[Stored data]
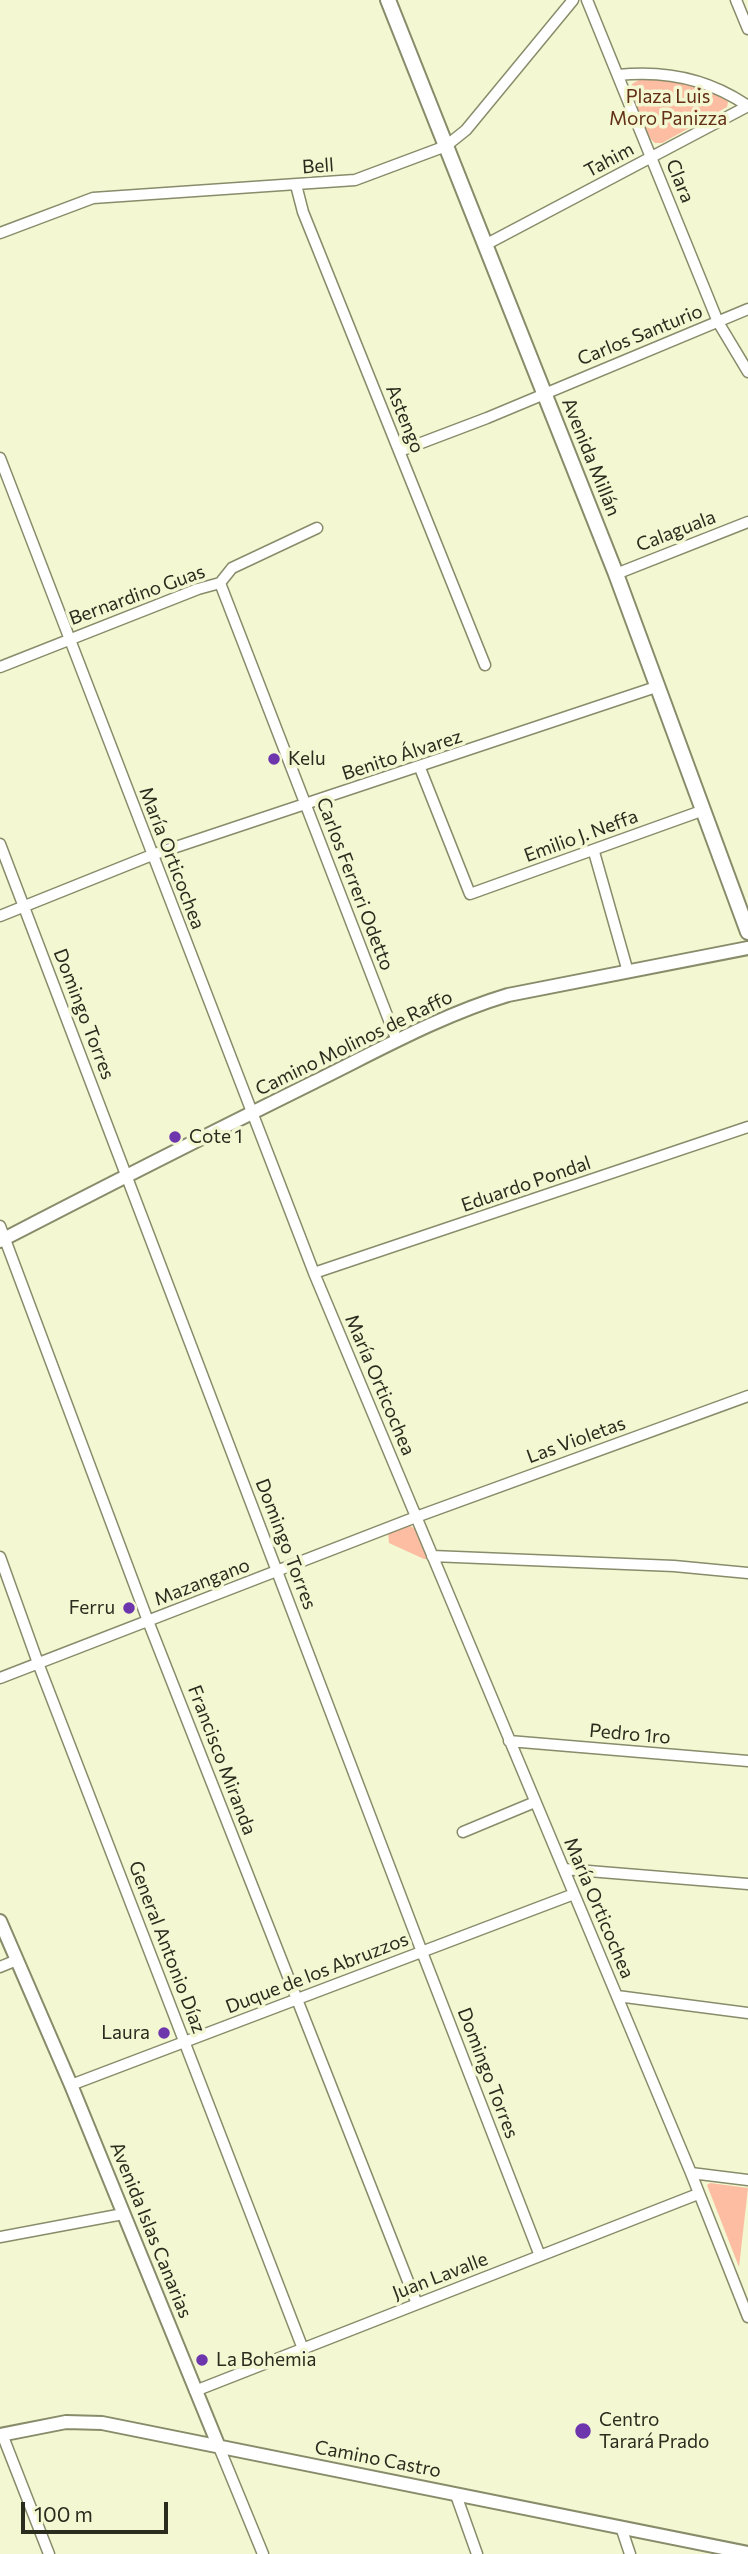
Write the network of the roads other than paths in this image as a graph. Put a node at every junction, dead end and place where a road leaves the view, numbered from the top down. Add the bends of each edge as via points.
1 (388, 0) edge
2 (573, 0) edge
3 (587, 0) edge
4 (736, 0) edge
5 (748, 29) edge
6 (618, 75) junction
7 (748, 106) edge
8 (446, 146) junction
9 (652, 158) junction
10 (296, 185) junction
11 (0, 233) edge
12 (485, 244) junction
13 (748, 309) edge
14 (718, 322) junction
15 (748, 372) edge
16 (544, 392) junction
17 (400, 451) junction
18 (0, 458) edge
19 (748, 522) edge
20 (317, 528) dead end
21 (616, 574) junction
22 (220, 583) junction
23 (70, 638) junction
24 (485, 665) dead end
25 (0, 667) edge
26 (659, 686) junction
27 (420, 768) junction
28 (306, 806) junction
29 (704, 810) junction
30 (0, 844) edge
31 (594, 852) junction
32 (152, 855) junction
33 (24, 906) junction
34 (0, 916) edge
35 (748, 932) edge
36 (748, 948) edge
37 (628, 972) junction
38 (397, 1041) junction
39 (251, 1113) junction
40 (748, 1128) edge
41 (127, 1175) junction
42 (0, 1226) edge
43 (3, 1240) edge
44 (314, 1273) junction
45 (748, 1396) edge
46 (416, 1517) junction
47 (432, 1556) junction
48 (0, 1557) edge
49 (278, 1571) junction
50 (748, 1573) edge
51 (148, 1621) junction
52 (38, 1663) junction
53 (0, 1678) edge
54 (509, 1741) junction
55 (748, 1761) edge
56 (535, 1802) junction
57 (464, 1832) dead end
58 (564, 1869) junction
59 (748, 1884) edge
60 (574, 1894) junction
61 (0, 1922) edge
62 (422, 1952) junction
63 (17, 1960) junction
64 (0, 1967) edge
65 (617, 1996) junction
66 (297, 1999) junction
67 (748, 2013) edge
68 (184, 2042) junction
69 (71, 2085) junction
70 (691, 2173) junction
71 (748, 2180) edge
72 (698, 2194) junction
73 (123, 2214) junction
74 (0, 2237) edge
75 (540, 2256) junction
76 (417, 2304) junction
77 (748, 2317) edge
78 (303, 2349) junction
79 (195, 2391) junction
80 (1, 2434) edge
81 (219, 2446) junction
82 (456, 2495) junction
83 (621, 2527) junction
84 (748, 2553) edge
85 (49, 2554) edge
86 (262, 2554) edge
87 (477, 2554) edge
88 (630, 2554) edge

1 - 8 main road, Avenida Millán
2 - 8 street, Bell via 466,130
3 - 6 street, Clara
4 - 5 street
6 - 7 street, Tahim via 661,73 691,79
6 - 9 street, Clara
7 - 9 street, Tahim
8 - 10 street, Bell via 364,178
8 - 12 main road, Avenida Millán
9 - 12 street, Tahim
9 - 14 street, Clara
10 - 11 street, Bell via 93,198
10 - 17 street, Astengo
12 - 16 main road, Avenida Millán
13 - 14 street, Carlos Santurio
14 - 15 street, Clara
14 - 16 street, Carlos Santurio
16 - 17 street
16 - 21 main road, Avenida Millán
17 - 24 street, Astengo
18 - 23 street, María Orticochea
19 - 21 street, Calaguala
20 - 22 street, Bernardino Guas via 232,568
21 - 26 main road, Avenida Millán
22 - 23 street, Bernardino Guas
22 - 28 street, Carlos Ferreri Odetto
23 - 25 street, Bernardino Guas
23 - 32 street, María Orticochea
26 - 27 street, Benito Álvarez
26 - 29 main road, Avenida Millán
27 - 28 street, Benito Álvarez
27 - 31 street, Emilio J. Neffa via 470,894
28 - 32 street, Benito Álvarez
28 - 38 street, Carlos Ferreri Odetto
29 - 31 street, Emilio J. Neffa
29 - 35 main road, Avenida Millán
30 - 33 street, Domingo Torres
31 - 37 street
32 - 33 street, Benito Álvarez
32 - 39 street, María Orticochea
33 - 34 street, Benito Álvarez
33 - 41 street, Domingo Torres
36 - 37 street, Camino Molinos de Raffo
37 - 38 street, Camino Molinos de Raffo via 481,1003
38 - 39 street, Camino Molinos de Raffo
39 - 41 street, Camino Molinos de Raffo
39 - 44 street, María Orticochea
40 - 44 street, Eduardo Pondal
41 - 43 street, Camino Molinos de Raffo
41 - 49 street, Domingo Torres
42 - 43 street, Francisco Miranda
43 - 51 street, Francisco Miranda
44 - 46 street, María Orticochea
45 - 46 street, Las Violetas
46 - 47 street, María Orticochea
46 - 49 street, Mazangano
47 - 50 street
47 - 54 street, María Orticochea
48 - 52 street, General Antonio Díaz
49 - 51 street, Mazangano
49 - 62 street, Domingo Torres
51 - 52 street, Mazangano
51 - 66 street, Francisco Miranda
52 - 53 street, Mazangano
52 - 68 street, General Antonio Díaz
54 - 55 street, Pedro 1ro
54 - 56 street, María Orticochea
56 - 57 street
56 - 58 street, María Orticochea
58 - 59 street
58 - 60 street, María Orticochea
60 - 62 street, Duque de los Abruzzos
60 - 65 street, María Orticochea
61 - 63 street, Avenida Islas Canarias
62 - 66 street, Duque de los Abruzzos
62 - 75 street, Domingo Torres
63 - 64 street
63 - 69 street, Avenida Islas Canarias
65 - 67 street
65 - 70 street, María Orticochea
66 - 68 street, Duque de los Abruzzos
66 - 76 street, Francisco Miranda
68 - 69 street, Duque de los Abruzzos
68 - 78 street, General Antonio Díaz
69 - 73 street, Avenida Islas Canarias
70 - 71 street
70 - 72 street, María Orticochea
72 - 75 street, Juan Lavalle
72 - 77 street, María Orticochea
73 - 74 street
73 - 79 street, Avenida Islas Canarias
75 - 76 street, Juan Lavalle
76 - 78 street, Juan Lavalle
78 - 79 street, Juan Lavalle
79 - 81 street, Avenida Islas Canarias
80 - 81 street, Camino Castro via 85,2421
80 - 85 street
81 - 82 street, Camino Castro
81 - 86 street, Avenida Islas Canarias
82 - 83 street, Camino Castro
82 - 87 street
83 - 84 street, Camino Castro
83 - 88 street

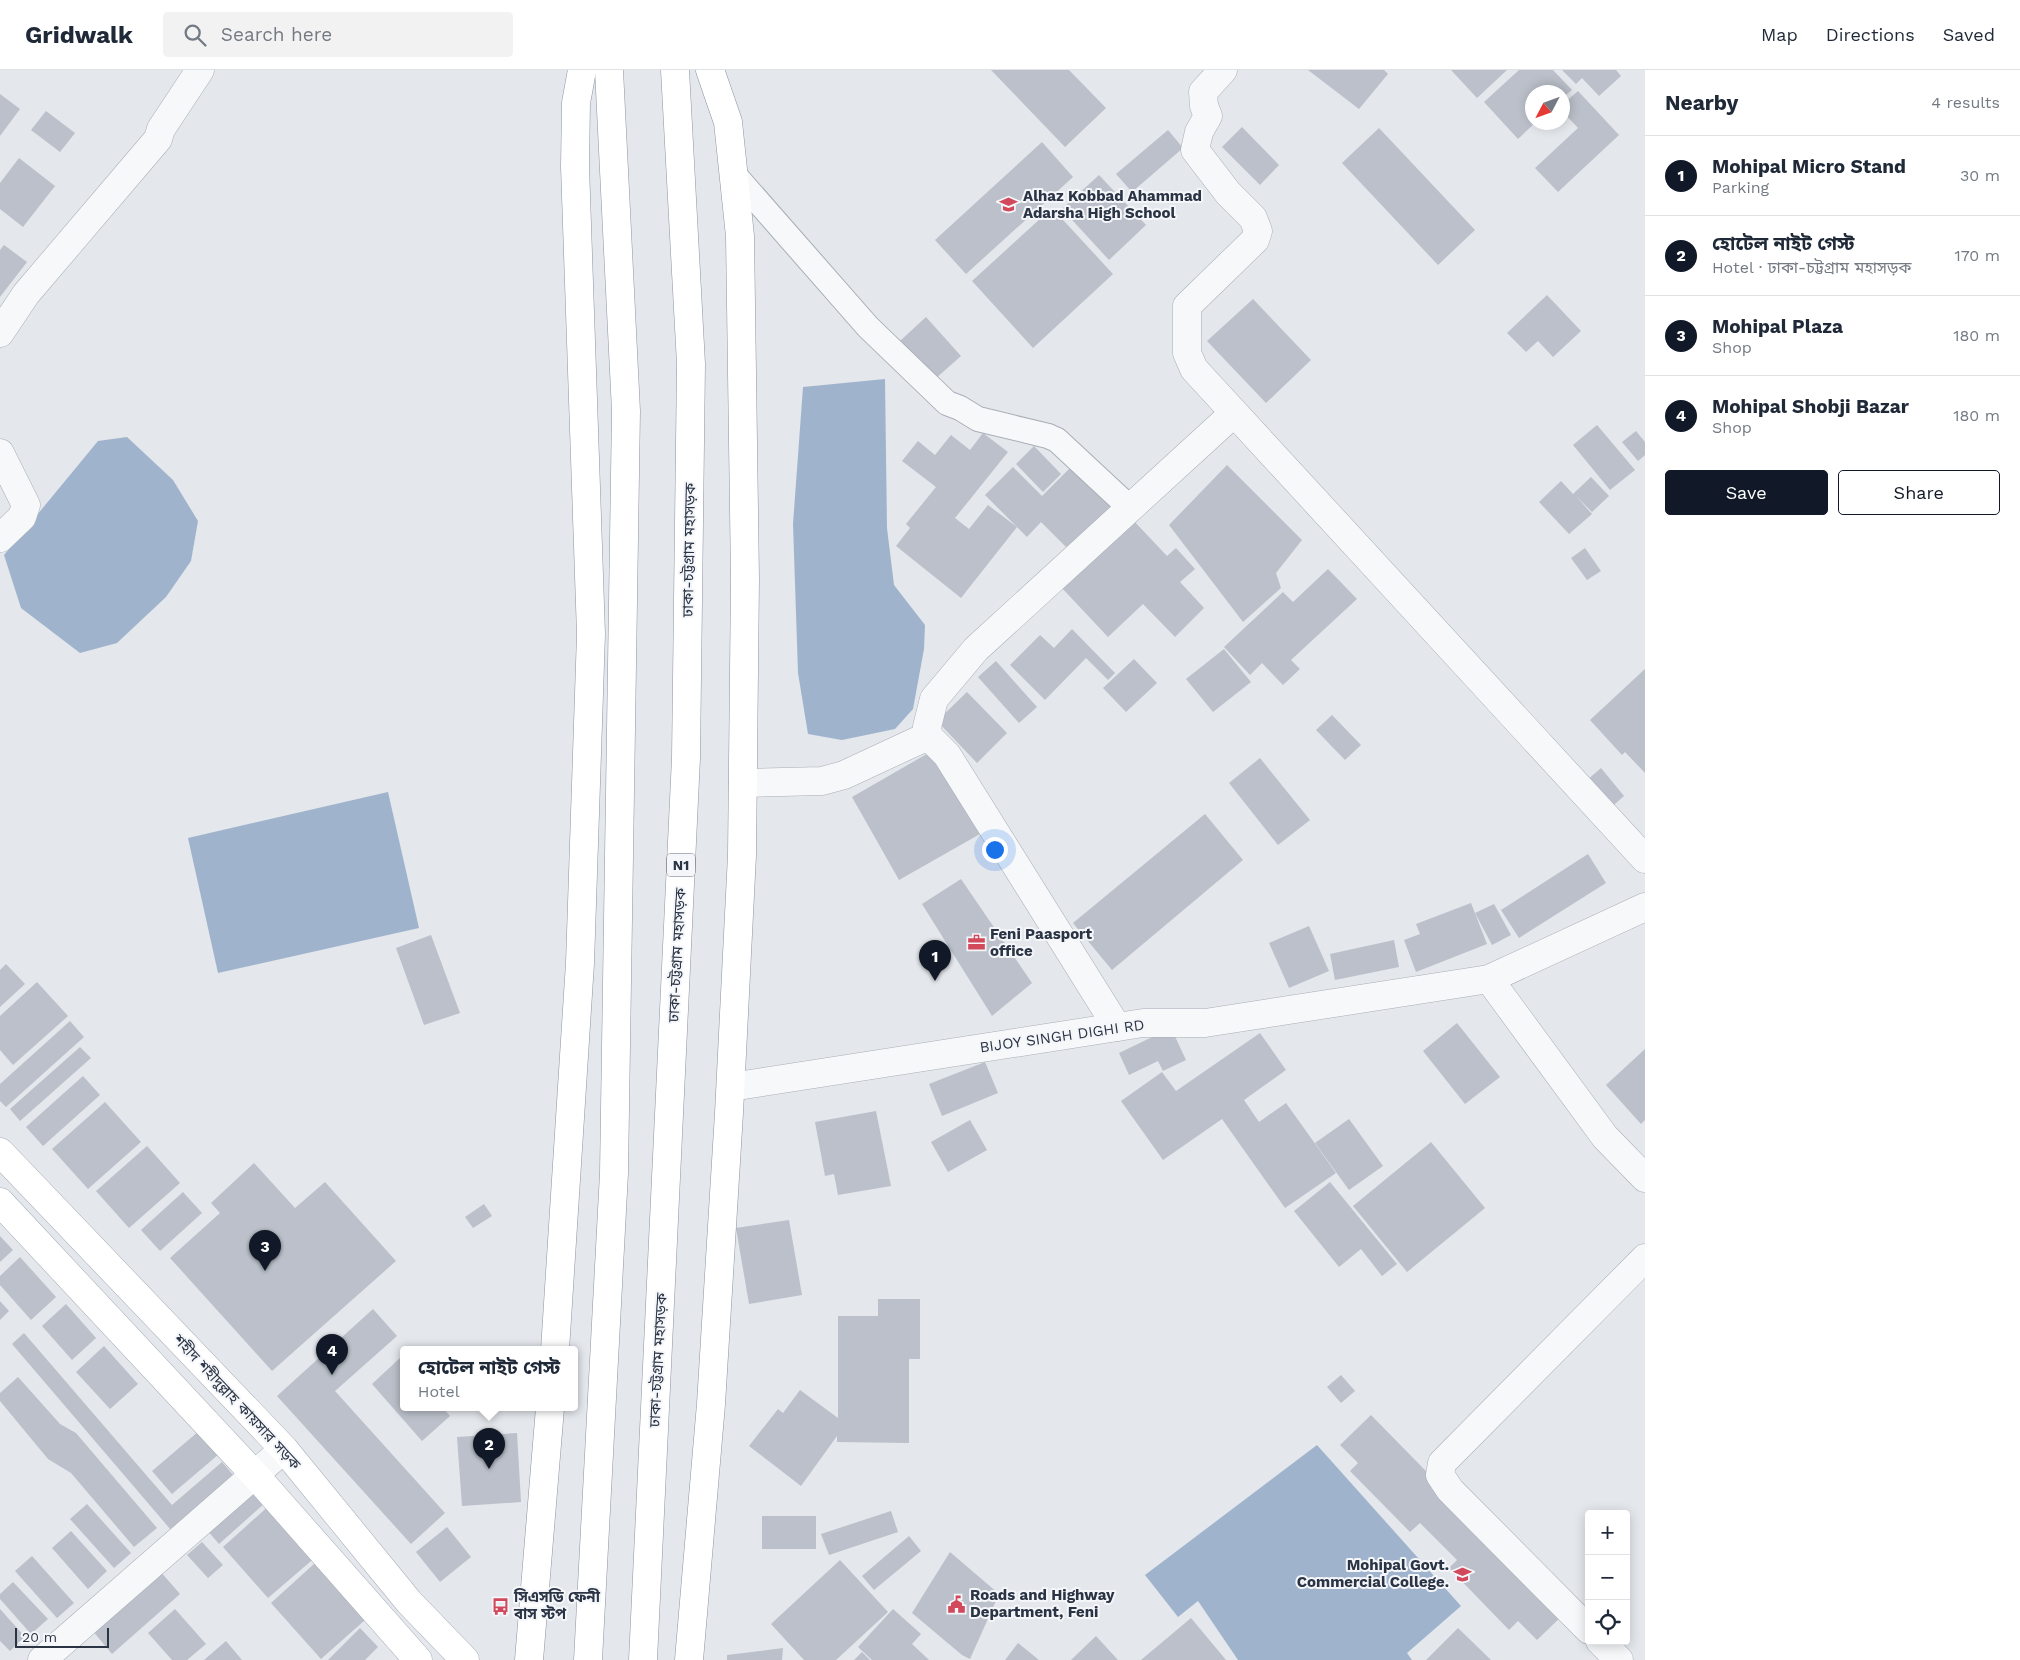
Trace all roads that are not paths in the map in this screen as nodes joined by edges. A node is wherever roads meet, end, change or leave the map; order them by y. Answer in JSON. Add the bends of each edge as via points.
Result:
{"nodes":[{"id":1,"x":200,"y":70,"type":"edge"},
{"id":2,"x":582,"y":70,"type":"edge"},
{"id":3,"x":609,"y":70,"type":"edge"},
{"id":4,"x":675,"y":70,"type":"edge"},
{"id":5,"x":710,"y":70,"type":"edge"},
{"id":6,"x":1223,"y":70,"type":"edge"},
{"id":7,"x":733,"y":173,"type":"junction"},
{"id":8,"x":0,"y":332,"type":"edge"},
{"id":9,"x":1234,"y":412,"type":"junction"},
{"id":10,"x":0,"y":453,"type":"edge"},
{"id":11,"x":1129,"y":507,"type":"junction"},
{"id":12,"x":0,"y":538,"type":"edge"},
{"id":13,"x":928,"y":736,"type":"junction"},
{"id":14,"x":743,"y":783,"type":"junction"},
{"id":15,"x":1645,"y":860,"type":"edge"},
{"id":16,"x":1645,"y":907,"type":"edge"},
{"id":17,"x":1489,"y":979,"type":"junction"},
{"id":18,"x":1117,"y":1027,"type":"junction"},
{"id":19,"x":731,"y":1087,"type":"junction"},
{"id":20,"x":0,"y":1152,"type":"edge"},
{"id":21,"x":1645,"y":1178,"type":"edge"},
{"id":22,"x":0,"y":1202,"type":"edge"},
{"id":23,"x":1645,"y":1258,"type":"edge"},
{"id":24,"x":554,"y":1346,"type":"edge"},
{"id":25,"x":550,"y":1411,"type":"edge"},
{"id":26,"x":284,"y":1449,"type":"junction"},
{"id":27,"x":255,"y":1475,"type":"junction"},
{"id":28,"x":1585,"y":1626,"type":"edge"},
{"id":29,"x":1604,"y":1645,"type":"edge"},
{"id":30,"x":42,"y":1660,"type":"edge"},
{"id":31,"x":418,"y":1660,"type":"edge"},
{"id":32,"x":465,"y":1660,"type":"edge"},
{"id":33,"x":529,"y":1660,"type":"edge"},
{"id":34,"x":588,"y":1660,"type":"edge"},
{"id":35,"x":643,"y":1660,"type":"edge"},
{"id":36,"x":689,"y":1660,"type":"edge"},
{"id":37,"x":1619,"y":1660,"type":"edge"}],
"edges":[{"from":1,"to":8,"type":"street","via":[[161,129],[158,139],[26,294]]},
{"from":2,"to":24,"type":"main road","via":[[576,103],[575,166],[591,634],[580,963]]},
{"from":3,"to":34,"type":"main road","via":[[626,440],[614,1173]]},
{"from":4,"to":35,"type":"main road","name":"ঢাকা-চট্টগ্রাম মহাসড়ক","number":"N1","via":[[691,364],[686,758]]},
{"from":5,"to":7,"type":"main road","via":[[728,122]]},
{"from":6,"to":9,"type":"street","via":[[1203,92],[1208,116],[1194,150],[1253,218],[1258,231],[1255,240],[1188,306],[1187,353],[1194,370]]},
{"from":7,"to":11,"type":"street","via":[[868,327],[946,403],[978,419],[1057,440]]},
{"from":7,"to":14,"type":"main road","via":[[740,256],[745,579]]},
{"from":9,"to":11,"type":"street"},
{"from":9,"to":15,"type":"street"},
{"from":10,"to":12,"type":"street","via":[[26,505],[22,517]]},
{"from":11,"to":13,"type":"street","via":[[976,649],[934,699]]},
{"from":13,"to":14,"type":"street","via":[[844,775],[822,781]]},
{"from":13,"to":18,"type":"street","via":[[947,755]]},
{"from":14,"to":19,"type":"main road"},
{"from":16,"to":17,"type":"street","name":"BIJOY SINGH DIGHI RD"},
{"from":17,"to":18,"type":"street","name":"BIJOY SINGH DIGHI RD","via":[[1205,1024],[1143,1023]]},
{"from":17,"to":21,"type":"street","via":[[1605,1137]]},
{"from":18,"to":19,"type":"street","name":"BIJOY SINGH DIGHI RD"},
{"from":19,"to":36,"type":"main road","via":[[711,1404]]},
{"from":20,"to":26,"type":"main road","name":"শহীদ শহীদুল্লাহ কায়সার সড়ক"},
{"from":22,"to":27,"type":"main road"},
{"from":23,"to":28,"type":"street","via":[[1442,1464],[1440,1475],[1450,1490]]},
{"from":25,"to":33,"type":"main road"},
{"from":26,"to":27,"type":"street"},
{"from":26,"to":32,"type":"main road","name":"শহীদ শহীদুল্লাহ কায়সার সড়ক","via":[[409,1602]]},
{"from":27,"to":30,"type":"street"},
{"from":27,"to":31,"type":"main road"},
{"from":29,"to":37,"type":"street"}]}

● **WORK INSTRUCTION**
Lines from the records above that hold "Torres" are the ones to list.

● **EXERCISE RESULT**
30 - 33 street, Domingo Torres
33 - 41 street, Domingo Torres
41 - 49 street, Domingo Torres
49 - 62 street, Domingo Torres
62 - 75 street, Domingo Torres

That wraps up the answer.